Task instructions: Lines in which "lane" appears should be pulled from the data below.
== Recorded data
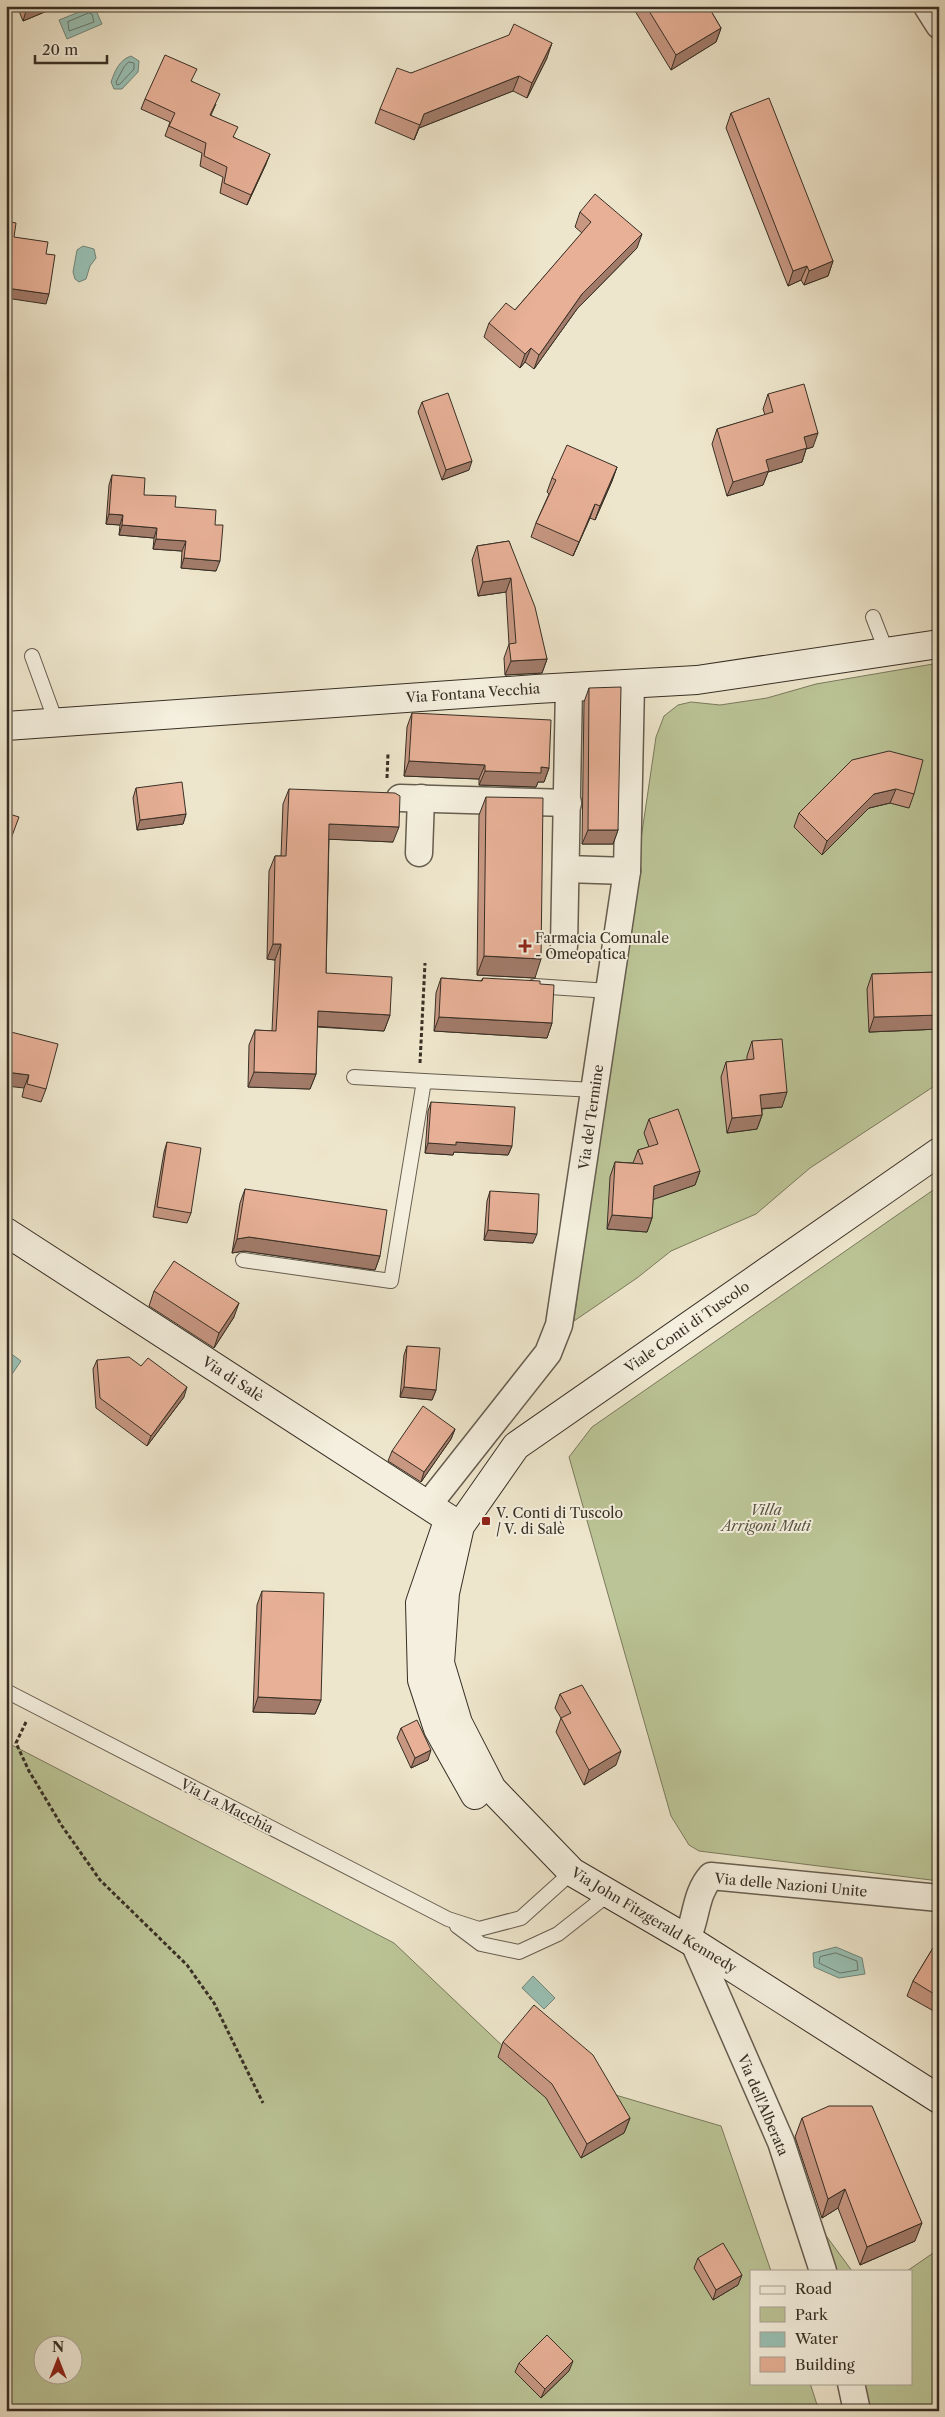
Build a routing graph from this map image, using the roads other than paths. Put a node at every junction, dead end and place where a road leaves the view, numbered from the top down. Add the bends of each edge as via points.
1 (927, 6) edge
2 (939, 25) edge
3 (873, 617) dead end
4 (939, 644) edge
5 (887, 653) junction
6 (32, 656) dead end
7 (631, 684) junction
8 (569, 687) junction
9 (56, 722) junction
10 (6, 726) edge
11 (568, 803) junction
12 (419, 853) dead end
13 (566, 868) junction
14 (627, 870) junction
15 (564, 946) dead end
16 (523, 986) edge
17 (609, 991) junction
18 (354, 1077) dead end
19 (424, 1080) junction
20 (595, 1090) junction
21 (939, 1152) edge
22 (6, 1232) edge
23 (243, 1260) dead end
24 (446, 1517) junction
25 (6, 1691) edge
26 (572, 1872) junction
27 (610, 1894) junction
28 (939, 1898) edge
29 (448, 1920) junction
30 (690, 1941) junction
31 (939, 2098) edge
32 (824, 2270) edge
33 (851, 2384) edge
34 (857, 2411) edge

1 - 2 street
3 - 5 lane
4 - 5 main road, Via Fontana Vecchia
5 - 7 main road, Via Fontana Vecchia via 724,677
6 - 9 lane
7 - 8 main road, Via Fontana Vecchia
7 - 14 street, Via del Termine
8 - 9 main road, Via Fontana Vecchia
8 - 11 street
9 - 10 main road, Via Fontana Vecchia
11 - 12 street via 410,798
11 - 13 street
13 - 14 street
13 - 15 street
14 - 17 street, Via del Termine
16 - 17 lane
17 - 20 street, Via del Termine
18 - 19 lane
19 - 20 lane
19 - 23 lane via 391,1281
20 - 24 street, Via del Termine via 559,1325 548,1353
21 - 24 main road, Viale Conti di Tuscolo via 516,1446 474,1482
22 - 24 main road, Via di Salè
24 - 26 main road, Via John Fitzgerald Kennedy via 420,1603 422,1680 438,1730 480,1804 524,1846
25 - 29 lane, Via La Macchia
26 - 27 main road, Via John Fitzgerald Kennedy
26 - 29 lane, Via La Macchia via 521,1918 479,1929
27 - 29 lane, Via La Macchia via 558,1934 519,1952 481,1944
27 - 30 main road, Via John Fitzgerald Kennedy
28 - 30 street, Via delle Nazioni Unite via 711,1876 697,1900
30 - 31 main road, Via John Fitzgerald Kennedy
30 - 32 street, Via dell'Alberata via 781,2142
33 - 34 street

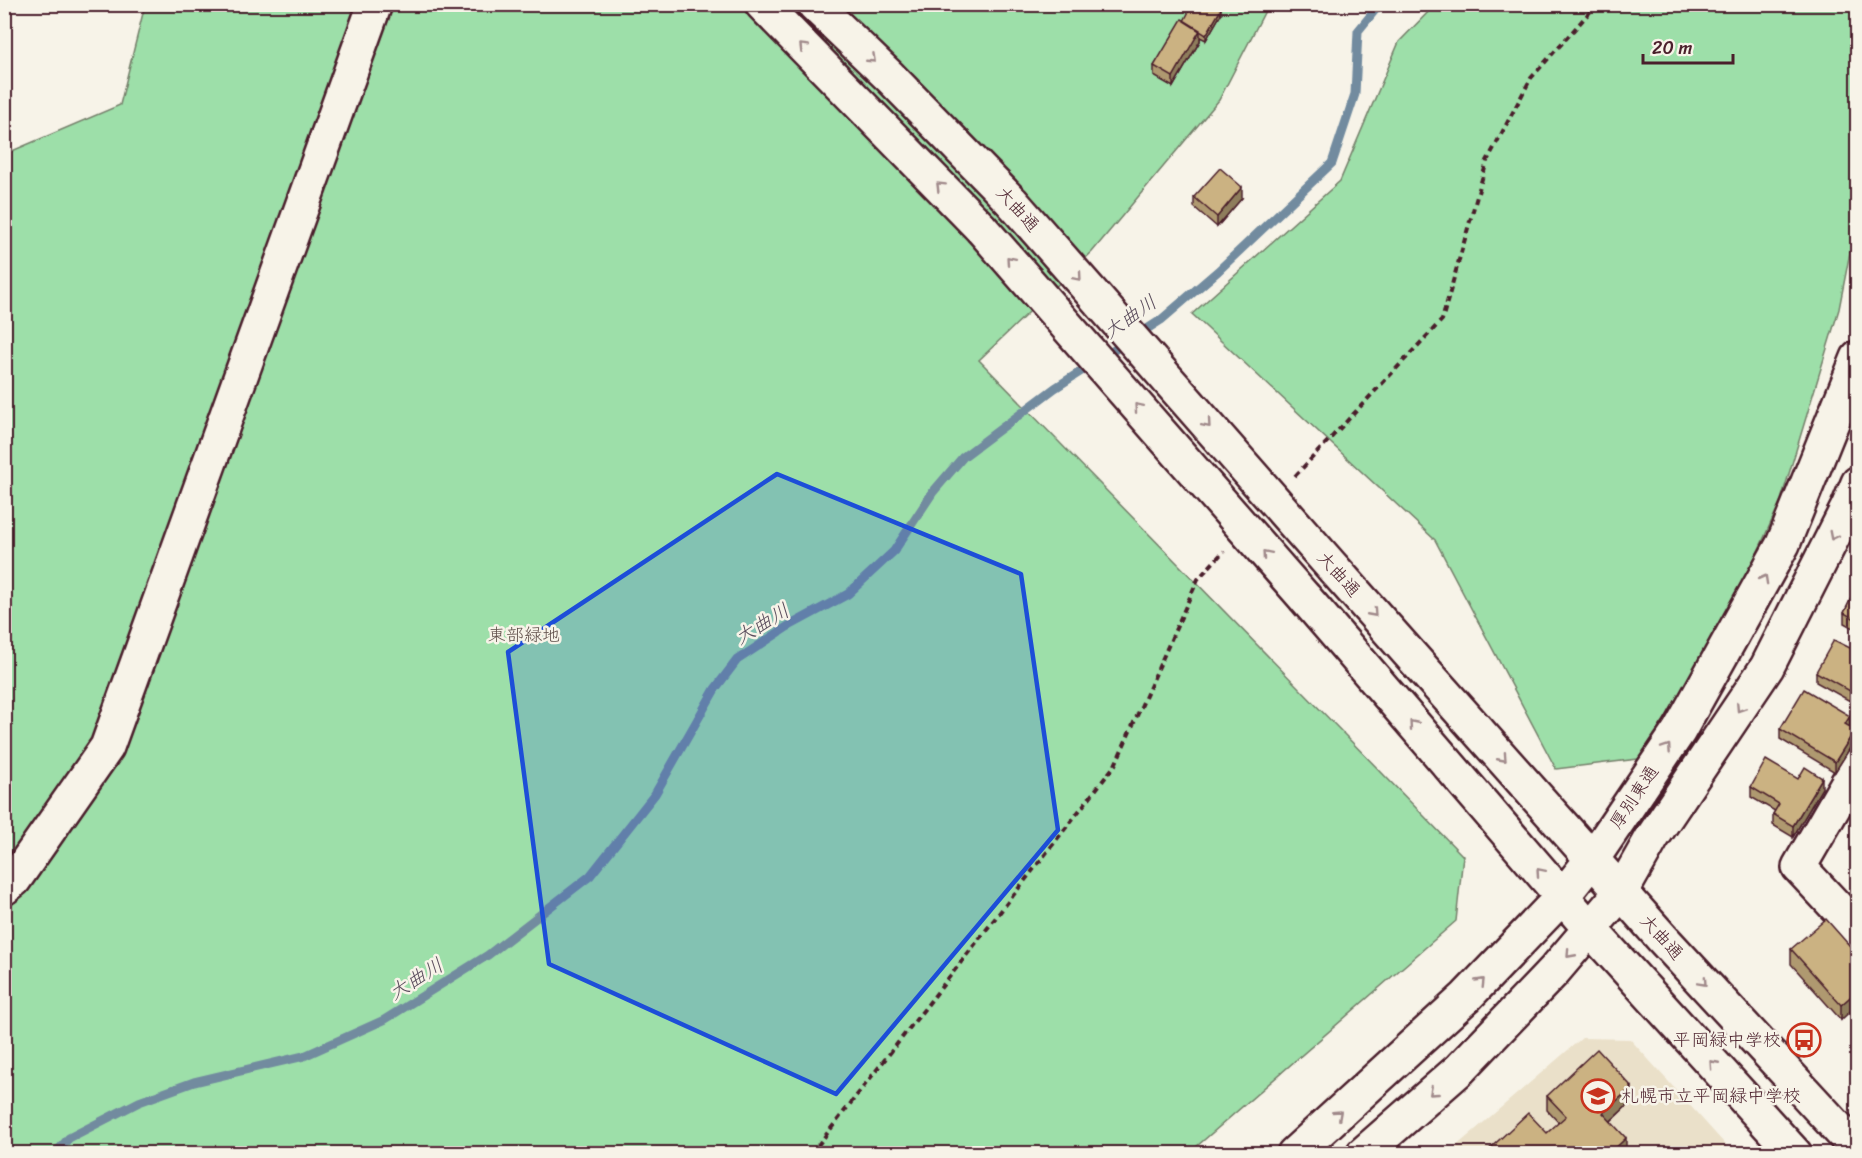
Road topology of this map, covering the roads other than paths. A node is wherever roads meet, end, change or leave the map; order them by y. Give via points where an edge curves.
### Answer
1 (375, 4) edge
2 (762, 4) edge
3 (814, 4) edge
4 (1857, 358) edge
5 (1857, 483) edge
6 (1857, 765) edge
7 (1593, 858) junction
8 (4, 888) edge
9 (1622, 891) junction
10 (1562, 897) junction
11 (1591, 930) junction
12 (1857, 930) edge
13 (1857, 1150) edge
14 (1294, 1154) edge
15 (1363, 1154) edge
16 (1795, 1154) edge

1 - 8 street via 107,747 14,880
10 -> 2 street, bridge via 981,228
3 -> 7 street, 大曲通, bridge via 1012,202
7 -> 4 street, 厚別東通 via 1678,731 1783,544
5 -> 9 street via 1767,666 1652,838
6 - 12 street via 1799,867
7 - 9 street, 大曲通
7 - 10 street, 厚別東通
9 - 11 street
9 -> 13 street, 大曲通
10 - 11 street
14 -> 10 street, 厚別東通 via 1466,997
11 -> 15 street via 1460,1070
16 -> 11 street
====
== Recorded data
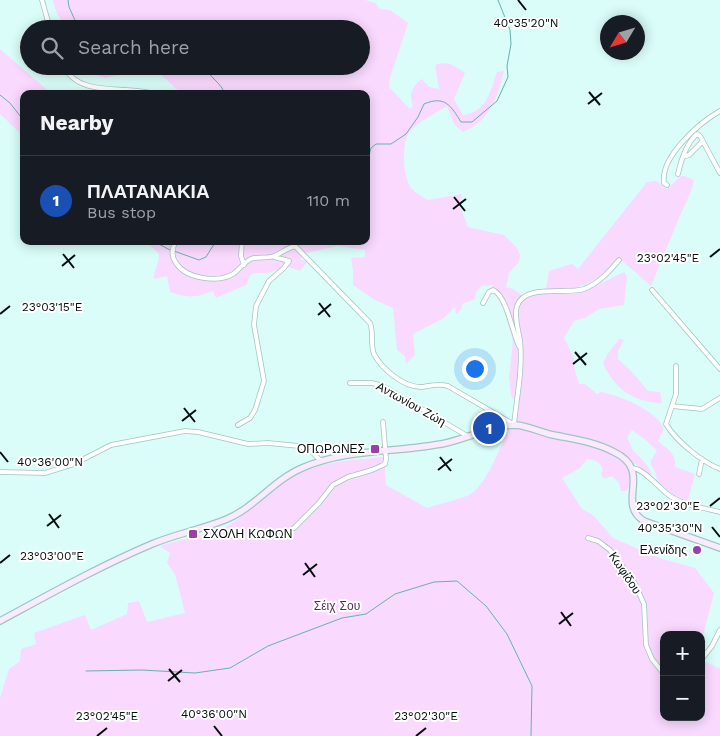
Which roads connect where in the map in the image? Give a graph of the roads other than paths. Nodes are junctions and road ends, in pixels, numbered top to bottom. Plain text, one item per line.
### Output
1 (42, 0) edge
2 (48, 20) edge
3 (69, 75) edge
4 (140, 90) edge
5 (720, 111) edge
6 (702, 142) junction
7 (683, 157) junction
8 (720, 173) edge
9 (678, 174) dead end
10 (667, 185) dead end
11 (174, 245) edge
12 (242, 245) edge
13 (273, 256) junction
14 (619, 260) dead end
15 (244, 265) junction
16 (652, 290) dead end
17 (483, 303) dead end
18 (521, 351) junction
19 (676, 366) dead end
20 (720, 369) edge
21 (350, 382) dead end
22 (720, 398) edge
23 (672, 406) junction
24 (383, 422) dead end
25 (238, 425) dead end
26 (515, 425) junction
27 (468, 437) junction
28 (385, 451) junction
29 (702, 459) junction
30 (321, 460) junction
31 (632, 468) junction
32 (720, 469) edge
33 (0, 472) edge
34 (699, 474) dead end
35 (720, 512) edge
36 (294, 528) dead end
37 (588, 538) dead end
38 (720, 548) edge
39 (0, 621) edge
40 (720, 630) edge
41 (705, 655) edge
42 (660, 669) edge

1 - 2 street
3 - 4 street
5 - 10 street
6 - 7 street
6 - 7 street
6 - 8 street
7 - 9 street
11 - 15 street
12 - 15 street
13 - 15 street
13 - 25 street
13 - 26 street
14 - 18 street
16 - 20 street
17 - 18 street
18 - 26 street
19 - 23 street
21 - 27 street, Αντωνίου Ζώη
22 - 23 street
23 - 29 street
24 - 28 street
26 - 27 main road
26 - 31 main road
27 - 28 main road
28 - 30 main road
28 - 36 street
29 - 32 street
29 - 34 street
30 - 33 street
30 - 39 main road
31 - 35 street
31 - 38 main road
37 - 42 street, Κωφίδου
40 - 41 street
====
Solved problem:
3 - 5 lane
6 - 9 lane
16 - 17 lane
18 - 19 lane
19 - 20 lane
19 - 23 lane via 391,1281
25 - 29 lane, Via La Macchia
26 - 29 lane, Via La Macchia via 521,1918 479,1929
27 - 29 lane, Via La Macchia via 558,1934 519,1952 481,1944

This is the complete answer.